Observability
Log aggregation and metrics monitoring in IoT DC3 are an optional stack: a single command, make up-optional, starts EMQX, ELK (Elasticsearch + Logstash + Kibana), Prometheus, and Grafana. This page covers what each component does, the port it exposes, how to feed service logs into Kibana and service metrics into Grafana, and the environment variables that tune heap memory and toggle APM.
You are here: you can already deploy and start the platform, and now want to add log search and metrics dashboards to a running environment.
The observability stack is optional
This stack is not part of the default startup set. Once make up-db (PostgreSQL + RabbitMQ) and the application stack are up, the platform runs. The observability components need a separate make up-optional to start, add memory overhead, and are enabled on demand.
Why it's a separate stack
Observability is split out of the core stack so that "getting the platform running" and "observing it" stay independent. Someone evaluating the golden path shouldn't pay hundreds of megabytes of heap for Elasticsearch they won't look at. When operators need to troubleshoot or watch trends, they layer this stack on top. It lives in dc3/docker-compose-optional.yml, alongside the three core stacks (db/dev/app), and shares the same dc3net network, so services can reach each other by container alias (for example dc3-elasticsearch and dc3-prometheus).
The stack handles two jobs:
- Logs — Logstash collects and normalizes the JSON file logs emitted by services, writes them into Elasticsearch, and Kibana lets you search and correlate them by field.
- Metrics — Prometheus scrapes metrics from services and exporters on a schedule, and Grafana renders them on dashboards.
EMQX is bundled in as well, acting as the MQTT broker for MQTT-style drivers and direct device connections.
Components and ports
make up-optional starts the containers below at once.
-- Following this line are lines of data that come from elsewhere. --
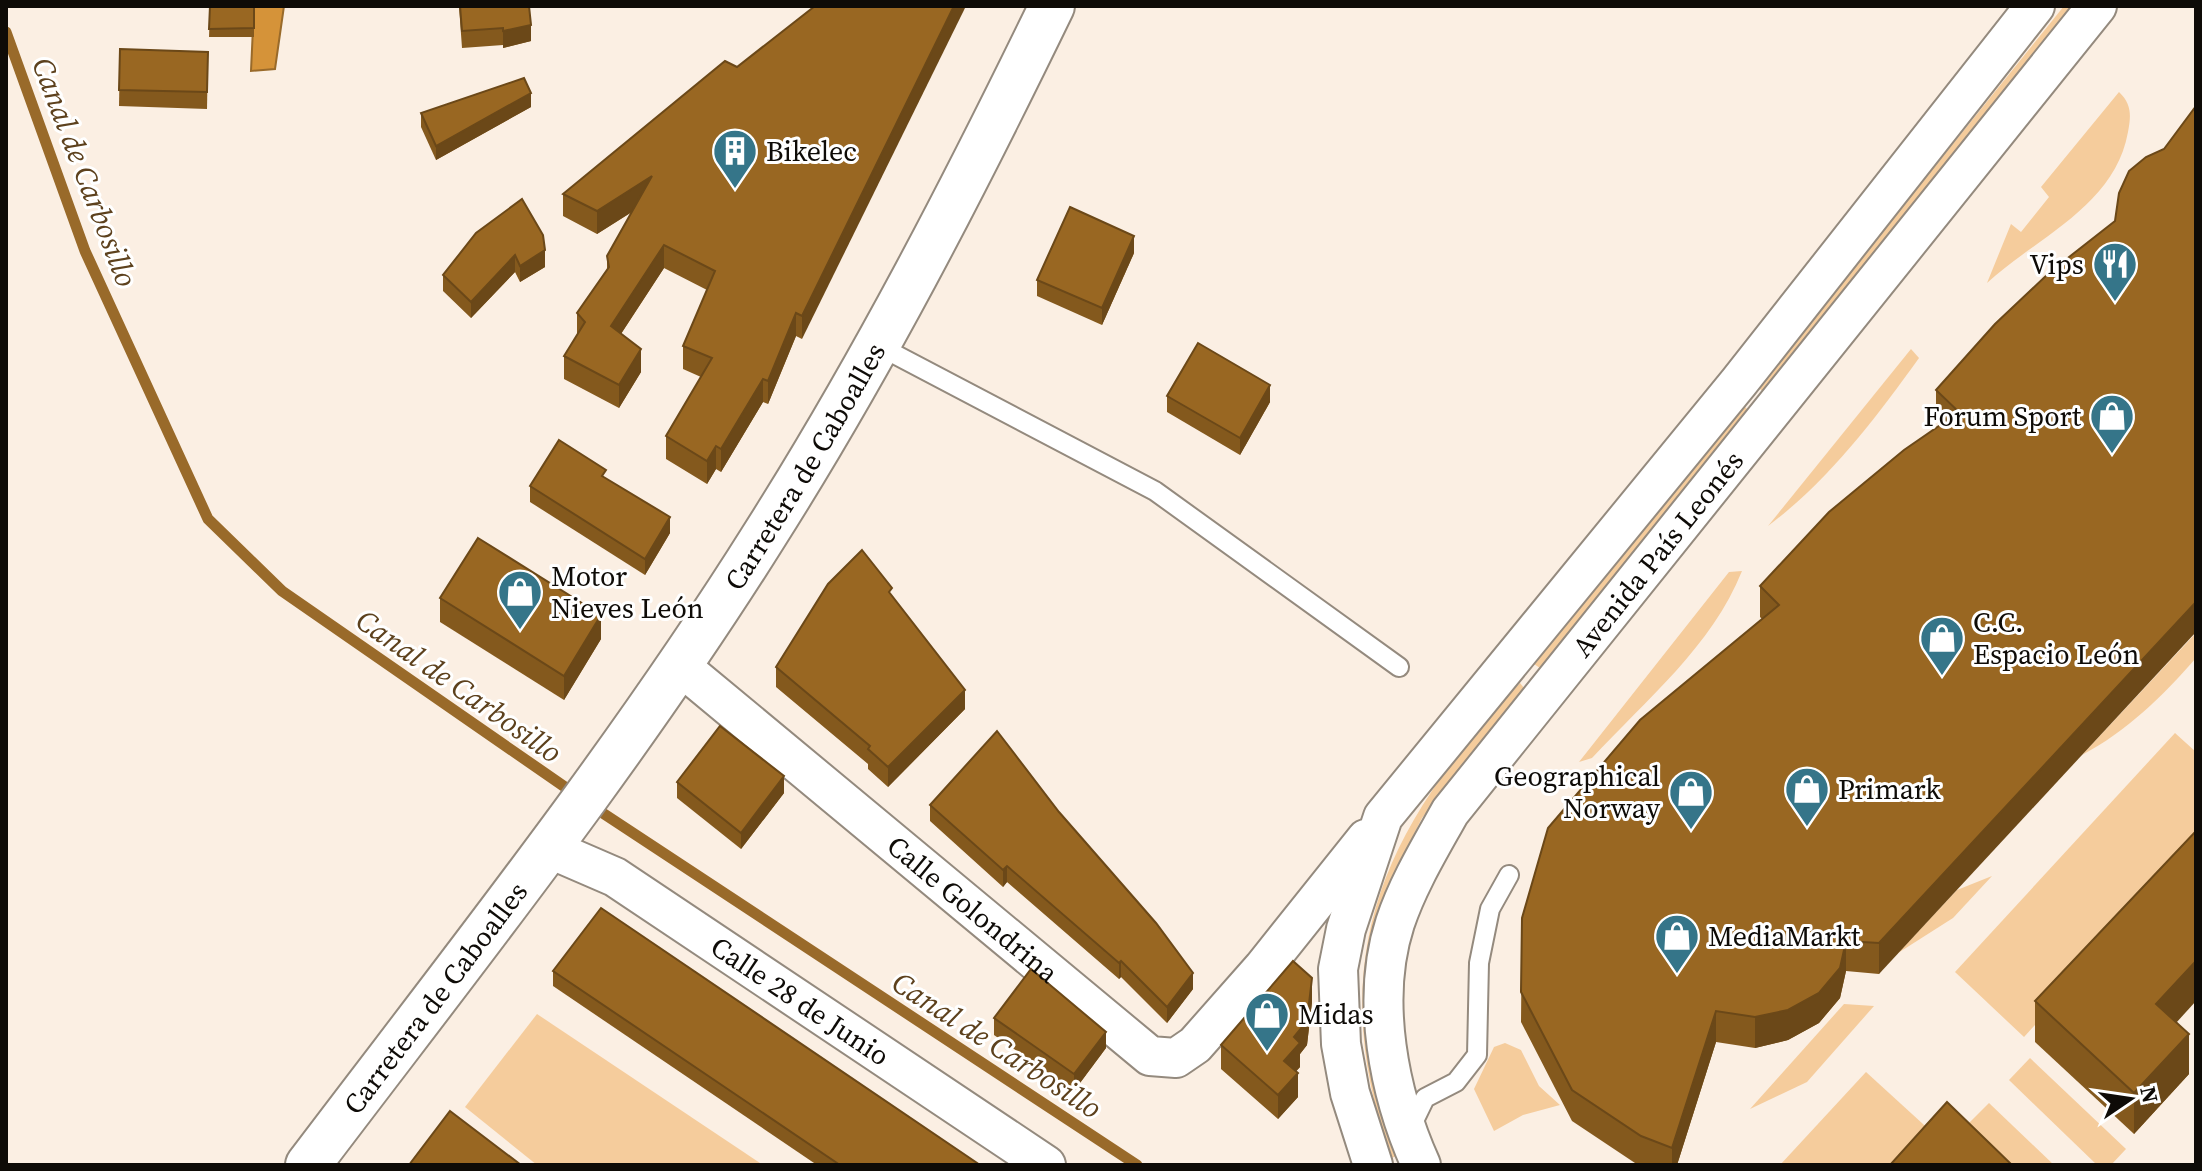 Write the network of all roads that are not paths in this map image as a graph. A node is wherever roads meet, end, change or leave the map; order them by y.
1 (1052, 6) edge
2 (2035, 6) edge
3 (2097, 6) edge
4 (879, 346) junction
5 (679, 665) junction
6 (1399, 667) dead end
7 (1383, 817) junction
8 (557, 836) junction
9 (1509, 875) dead end
10 (1263, 968) junction
11 (1338, 969) junction
12 (1414, 1150) edge
13 (308, 1165) edge
14 (1046, 1165) edge
15 (1373, 1165) edge

1 - 4 main road, Carretera de Caboalles
2 - 7 street, Avenida País Leonés
3 - 12 street, Avenida País Leonés
4 - 5 main road, Carretera de Caboalles
4 - 6 lane
5 - 8 main road, Carretera de Caboalles
5 - 10 street, Calle Golondrina
7 - 10 street, Calle Golondrina
7 - 11 street, Avenida País Leonés
8 - 13 main road, Carretera de Caboalles
8 - 14 street, Calle 28 de Junio
9 - 12 lane
10 - 11 street, Calle Golondrina
11 - 15 street, Avenida País Leonés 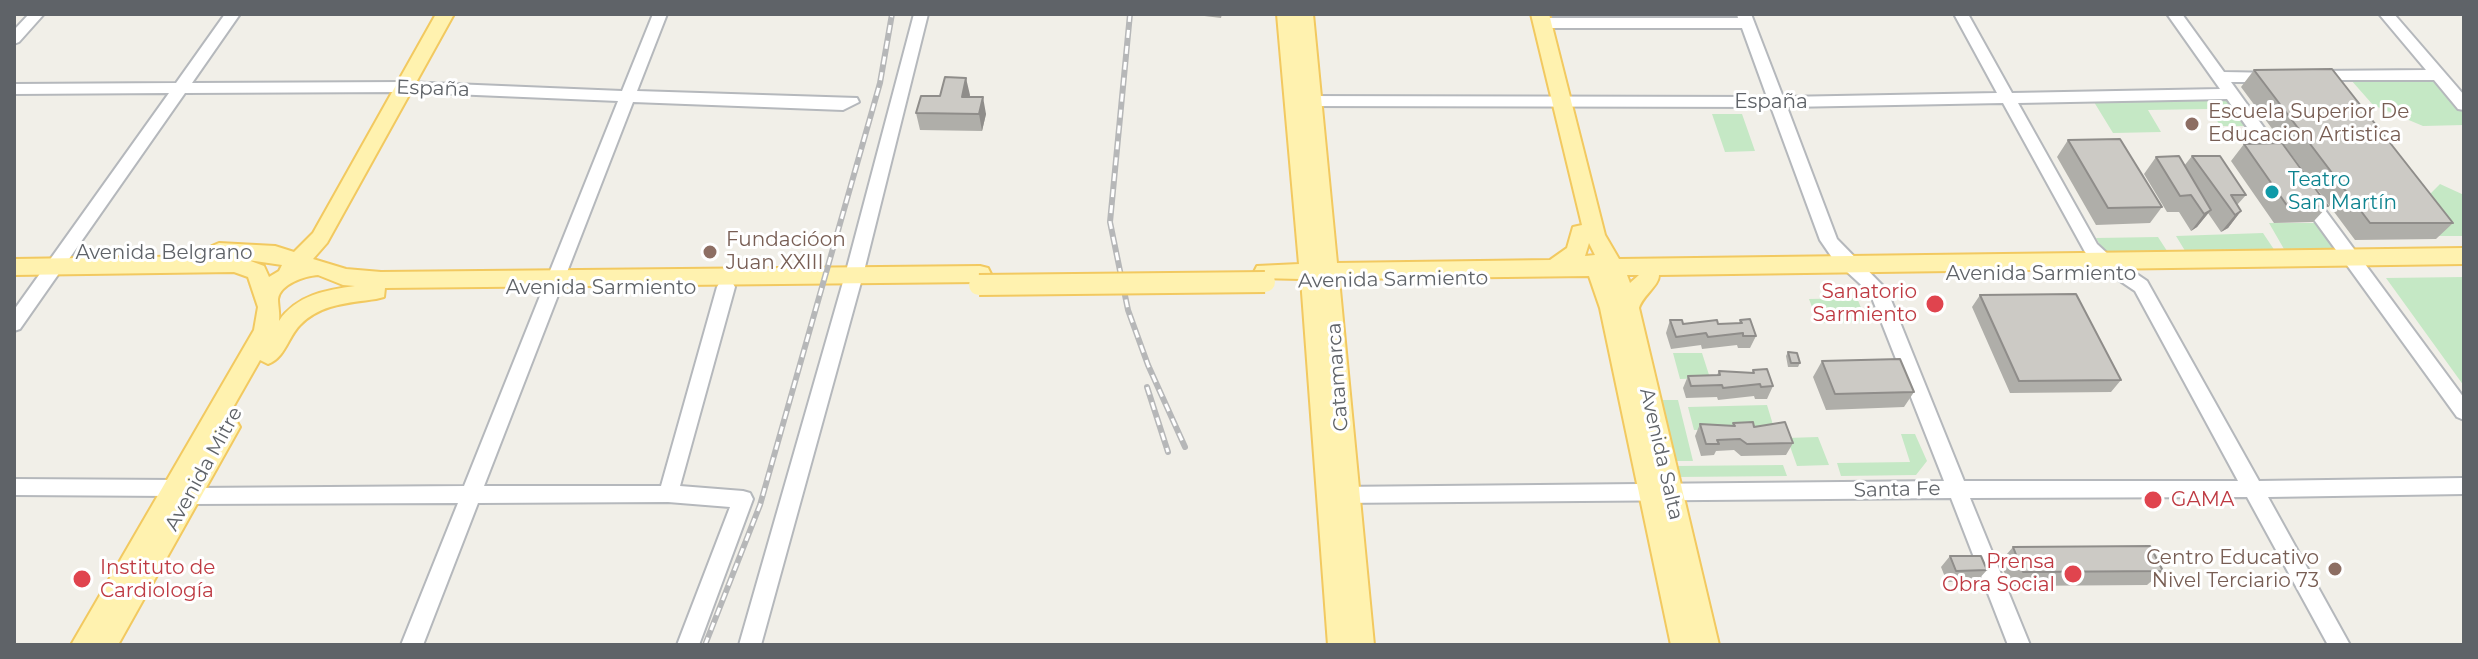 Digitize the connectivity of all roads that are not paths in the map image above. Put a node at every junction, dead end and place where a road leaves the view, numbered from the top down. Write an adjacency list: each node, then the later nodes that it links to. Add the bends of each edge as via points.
1 (37, 14): 13 (street)
2 (233, 14): 18 (street)
3 (445, 14): 16 (main road)
4 (660, 14): 20 (street)
5 (921, 14): 46 (street)
6 (1286, 14): 22 (main road, Catamarca)
7 (1304, 14): 22 (main road, Catamarca)
8 (1961, 14): 21 (street)
9 (2174, 14): 14 (street)
10 (2386, 14): 15 (street)
11 (1536, 17): 12 (street); 23 (main road, Avenida Salta)
12 (1746, 18): 25 (street)
13 (14, 39)
14 (2219, 77): 15 (street); 19 (street)
15 (2450, 82): 26 (street)
16 (405, 87): 18 (street, España); 20 (street, España); 28 (main road)
17 (14, 89): 18 (street, España)
18 (181, 89): 33 (street)
19 (2231, 94): 21 (street, España); 35 (street)
20 (629, 96): 24 (street, España); 47 (street)
21 (2009, 100): 25 (street, España); 34 (street, via 2091,248)
22 (1301, 101): 23 (street, España); 29 (main road, Catamarca); 48 (main road, Catamarca, via 1318,159)
23 (1555, 101): 25 (street, España); 27 (main road, Avenida Salta)
24 (851, 102)
25 (1778, 102): 39 (street, via 1829,240)
26 (2464, 105)
27 (1587, 234): 40 (main road, via 1614,257); 41 (main road, Avenida Salta); 43 (main road)
28 (320, 238): 31 (main road, via 299,250); 37 (main road)
29 (1307, 246): 45 (main road, via 1297,265); 48 (main road, Catamarca)
30 (14, 254): 33 (main road, Avenida Belgrano)
31 (275, 254): 33 (main road, Avenida Belgrano); 37 (main road, Avenida Belgrano)
32 (2464, 256): 35 (main road, Avenida Sarmiento)
33 (62, 259): 36 (main road, Avenida Belgrano); 50 (main road, Avenida Belgrano, via 236,264 256,272); 53 (street)
34 (2104, 261): 35 (main road, Avenida Sarmiento); 39 (main road, Avenida Sarmiento); 44 (street)
35 (2356, 264): 38 (main road, Avenida Sarmiento); 44 (main road, Avenida Sarmiento); 54 (street)
36 (14, 267)
37 (299, 268): 42 (main road, Avenida Belgrano); 50 (main road, via 271,289)
38 (2464, 268)
39 (1858, 270): 40 (main road, Avenida Sarmiento); 44 (main road, Avenida Sarmiento); 57 (street, via 1878,290)
40 (1644, 271): 41 (main road, Avenida Sarmiento); 52 (main road)
41 (1606, 272): 43 (main road, Avenida Sarmiento); 52 (main road, Avenida Salta)
42 (333, 273): 47 (main road, Avenida Sarmiento, via 381,280); 51 (main road, via 332,286)
43 (1557, 273): 48 (main road, Avenida Sarmiento); 52 (main road, via 1594,288)
44 (2126, 273): 58 (street, via 2141,286)
45 (1271, 277): 46 (main road, Avenida Sarmiento, bridge); 48 (main road, Avenida Sarmiento); 48 (main road, via 1304,290)
46 (852, 281): 47 (main road, Avenida Sarmiento); 49 (main road, Avenida Sarmiento); 68 (street)
47 (553, 282): 49 (main road, Avenida Sarmiento); 51 (main road, Avenida Sarmiento, via 359,291); 63 (street)
48 (1319, 282): 62 (main road, Catamarca)
49 (726, 287): 61 (street)
50 (269, 301): 51 (main road, Avenida Sarmiento, via 284,312); 60 (main road, Avenida Mitre, via 270,321)
51 (318, 302): 60 (main road, Avenida Mitre, via 280,332)
52 (1620, 308): 59 (main road, Avenida Salta)
53 (14, 324)
54 (2464, 412)
55 (2464, 486): 58 (street, Santa Fe)
56 (14, 487): 60 (street)
57 (1957, 489): 58 (street, Santa Fe); 59 (street, Santa Fe); 73 (street)
58 (2254, 489): 74 (street)
59 (1659, 490): 62 (street, Santa Fe); 71 (main road, Avenida Salta); 72 (main road, Avenida Salta)
60 (182, 492): 63 (street); 64 (main road, Avenida Mitre); 65 (main road, Avenida Mitre)
61 (668, 494): 63 (street); 67 (street, via 743,499)
62 (1338, 495): 69 (main road, Catamarca); 70 (main road, Catamarca)
63 (468, 497): 66 (street)
64 (84, 645)
65 (104, 645)
66 (412, 645)
67 (688, 645)
68 (750, 645)
69 (1341, 645)
70 (1361, 645)
71 (1684, 645)
72 (1706, 645)
73 (2019, 645)
74 (2339, 645)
The ports are the host-published ports, bound to 127.0.0.1 by default and controlled by DC3_BIND_HOST. The table is a quick reference; each component's role is covered after it.
| Container | Role | Host port (default) | Control variable |
|---|---|---|---|
dc3-emqx | MQTT broker + Dashboard | MQTT 31883, Dashboard 18083, WS 38083, MQTTS 38883 | DC3_EMQX_MQTT_PORT / DC3_EMQX_DASHBOARD_PORT |
dc3-elasticsearch | Log storage and search engine | internal 9200 (not published) | DC3_ES_JAVA_OPTS |
dc3-logstash | Log collection and normalization pipeline | internal (not published) | DC3_LS_JAVA_OPTS |
dc3-kibana | Log search and visualization UI | 5601 | DC3_KIBANA_PORT |
dc3-apm | APM (application performance) data receiver | internal (not published) | APM_AGENT_ENABLE (application-side toggle) |
dc3-prometheus | Metrics scraping and time-series storage | internal 9090 (not published), 7d retention | — |
dc3-postgres-exporter | PostgreSQL metrics exporter | internal (not published) | — |
dc3-nginx-exporter | Frontend nginx metrics exporter | internal (not published) | — |
dc3-grafana | Metrics dashboard UI | 3000 | DC3_GRAFANA_PORT / GF_SERVER_ROOT_URL |
Only want a few of them?
You don't have to start the whole stack. Filter with SERVICES — for example, to start only monitoring:
make up STACK=optional SERVICES="prometheus grafana"EMQX's ports also show up in Deployment modes and image registries: MQTT drivers connect to 31883, and operators sign in to the Dashboard on 18083 to inspect connections. Kibana (5601) and Grafana (3000) are the two human-facing entry points — Kibana for searching logs, Grafana for viewing metrics. Elasticsearch, Logstash, APM, Prometheus, and the two exporters publish no ports to the host and talk only within dc3net. They're backend pipelines, not something you open directly.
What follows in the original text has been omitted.